_What needs to be done_.
Find every line below with the word "Pleasant" in it, and copy each one.

_Excerpted records_.
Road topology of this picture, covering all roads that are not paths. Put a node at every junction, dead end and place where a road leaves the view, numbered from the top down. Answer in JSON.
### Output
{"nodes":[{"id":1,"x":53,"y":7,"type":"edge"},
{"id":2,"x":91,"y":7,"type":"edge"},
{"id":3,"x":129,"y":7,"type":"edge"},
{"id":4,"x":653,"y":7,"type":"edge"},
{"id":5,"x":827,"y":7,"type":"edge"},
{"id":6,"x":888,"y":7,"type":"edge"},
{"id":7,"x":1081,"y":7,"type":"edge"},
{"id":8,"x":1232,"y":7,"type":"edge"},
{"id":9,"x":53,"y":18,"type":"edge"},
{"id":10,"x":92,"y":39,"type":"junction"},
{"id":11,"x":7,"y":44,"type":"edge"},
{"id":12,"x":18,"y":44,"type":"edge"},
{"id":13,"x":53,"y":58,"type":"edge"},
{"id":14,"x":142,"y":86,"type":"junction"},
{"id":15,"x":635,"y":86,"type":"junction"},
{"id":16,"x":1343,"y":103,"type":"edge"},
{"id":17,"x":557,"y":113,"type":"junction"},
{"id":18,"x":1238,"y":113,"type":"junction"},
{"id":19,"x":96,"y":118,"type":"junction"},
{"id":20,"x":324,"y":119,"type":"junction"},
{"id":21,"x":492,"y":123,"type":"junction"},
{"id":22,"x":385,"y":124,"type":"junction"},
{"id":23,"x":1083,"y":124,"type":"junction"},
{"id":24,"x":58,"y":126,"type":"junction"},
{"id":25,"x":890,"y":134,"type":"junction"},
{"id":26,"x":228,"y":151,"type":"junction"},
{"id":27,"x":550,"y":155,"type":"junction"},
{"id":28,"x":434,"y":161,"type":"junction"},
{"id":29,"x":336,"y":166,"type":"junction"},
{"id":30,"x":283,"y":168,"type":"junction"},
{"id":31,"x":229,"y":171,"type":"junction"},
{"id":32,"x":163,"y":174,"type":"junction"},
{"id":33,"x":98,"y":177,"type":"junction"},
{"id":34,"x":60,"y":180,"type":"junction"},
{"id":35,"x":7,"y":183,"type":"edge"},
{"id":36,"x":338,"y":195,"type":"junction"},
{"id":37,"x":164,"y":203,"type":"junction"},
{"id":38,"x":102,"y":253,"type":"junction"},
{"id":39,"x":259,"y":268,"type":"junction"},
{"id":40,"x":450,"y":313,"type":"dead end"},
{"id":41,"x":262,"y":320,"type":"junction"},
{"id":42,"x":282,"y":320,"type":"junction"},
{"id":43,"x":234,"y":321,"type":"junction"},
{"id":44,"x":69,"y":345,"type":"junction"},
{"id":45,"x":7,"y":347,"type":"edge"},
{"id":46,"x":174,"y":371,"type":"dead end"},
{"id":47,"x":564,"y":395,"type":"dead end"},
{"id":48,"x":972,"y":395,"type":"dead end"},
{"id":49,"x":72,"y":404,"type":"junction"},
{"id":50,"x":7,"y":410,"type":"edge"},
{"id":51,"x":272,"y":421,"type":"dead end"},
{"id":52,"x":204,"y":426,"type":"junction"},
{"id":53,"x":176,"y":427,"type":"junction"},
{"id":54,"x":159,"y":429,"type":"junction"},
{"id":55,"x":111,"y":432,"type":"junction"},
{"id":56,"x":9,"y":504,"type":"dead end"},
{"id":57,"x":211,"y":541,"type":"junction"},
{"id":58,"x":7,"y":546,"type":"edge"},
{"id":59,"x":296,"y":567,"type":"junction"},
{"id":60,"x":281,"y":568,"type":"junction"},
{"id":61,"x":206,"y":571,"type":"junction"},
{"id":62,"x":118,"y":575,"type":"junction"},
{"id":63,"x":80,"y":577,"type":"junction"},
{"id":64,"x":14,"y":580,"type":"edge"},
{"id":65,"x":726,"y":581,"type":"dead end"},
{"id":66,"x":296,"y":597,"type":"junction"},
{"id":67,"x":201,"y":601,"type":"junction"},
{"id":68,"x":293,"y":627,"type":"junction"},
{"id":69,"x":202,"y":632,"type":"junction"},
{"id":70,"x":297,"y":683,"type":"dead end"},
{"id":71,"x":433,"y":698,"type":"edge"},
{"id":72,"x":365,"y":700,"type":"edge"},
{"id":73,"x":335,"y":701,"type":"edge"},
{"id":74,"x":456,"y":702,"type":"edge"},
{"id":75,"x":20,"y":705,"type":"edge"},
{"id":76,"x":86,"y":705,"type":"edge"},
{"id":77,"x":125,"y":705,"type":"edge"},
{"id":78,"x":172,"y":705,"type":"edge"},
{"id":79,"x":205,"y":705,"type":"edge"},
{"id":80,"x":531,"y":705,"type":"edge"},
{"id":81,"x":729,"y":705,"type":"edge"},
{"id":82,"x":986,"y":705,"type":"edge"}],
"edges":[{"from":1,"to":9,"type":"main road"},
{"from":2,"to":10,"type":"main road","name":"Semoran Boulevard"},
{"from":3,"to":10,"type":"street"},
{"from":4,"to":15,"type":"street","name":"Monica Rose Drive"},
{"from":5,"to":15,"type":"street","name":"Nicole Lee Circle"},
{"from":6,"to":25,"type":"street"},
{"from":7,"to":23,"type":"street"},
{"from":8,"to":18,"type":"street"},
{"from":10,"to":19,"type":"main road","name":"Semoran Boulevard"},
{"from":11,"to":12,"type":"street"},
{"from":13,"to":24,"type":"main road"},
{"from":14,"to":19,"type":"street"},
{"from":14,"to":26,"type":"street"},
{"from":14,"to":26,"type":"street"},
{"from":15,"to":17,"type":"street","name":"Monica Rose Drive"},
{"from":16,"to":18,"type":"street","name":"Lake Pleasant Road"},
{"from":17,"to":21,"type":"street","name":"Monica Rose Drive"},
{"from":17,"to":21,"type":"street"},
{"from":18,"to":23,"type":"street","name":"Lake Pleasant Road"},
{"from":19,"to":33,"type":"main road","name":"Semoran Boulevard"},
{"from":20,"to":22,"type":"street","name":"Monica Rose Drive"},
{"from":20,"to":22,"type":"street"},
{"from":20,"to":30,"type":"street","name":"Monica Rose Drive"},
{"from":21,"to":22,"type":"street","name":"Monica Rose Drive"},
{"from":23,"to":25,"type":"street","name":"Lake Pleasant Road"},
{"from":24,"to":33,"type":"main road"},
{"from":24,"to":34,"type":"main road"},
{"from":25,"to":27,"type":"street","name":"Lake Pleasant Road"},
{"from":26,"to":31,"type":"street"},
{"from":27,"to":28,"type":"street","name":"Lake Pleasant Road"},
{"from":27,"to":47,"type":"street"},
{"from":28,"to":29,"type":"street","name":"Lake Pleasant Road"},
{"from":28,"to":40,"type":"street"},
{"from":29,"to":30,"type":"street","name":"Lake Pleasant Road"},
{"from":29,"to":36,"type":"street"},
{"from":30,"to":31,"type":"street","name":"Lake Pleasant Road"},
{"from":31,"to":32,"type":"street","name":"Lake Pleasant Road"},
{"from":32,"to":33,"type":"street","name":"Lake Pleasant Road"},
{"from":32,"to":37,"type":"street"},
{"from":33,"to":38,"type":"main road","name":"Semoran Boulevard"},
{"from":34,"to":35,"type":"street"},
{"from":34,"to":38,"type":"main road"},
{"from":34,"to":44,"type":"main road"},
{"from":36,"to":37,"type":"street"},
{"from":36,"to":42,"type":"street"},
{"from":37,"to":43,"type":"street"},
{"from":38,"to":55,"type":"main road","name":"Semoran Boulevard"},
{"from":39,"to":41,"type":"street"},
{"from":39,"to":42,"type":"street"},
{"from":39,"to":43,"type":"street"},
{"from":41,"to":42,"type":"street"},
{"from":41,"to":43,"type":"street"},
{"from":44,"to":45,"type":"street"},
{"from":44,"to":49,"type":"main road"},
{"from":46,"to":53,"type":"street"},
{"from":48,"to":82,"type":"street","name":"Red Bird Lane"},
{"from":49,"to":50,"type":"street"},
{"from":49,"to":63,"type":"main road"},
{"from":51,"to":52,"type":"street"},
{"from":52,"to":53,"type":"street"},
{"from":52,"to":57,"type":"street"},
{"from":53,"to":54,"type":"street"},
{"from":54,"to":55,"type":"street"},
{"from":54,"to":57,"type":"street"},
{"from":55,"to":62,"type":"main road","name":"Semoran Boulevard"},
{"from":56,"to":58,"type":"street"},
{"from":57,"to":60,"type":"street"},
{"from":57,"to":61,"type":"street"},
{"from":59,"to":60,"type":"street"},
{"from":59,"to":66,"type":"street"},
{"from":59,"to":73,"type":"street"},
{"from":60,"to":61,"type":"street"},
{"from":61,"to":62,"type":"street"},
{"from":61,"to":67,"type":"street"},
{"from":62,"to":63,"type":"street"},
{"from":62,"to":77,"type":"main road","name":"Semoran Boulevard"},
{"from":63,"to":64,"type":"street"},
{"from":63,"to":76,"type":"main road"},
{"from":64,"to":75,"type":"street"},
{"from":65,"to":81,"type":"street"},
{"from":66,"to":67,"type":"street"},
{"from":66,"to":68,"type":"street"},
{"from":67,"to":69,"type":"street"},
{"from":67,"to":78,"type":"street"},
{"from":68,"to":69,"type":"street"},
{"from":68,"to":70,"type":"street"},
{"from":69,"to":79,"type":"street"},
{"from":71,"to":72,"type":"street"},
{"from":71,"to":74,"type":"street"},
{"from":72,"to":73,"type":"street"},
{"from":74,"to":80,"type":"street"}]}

_Your response_.
{"from":16,"to":18,"type":"street","name":"Lake Pleasant Road"},
{"from":18,"to":23,"type":"street","name":"Lake Pleasant Road"},
{"from":23,"to":25,"type":"street","name":"Lake Pleasant Road"},
{"from":25,"to":27,"type":"street","name":"Lake Pleasant Road"},
{"from":27,"to":28,"type":"street","name":"Lake Pleasant Road"},
{"from":28,"to":29,"type":"street","name":"Lake Pleasant Road"},
{"from":29,"to":30,"type":"street","name":"Lake Pleasant Road"},
{"from":30,"to":31,"type":"street","name":"Lake Pleasant Road"},
{"from":31,"to":32,"type":"street","name":"Lake Pleasant Road"},
{"from":32,"to":33,"type":"street","name":"Lake Pleasant Road"},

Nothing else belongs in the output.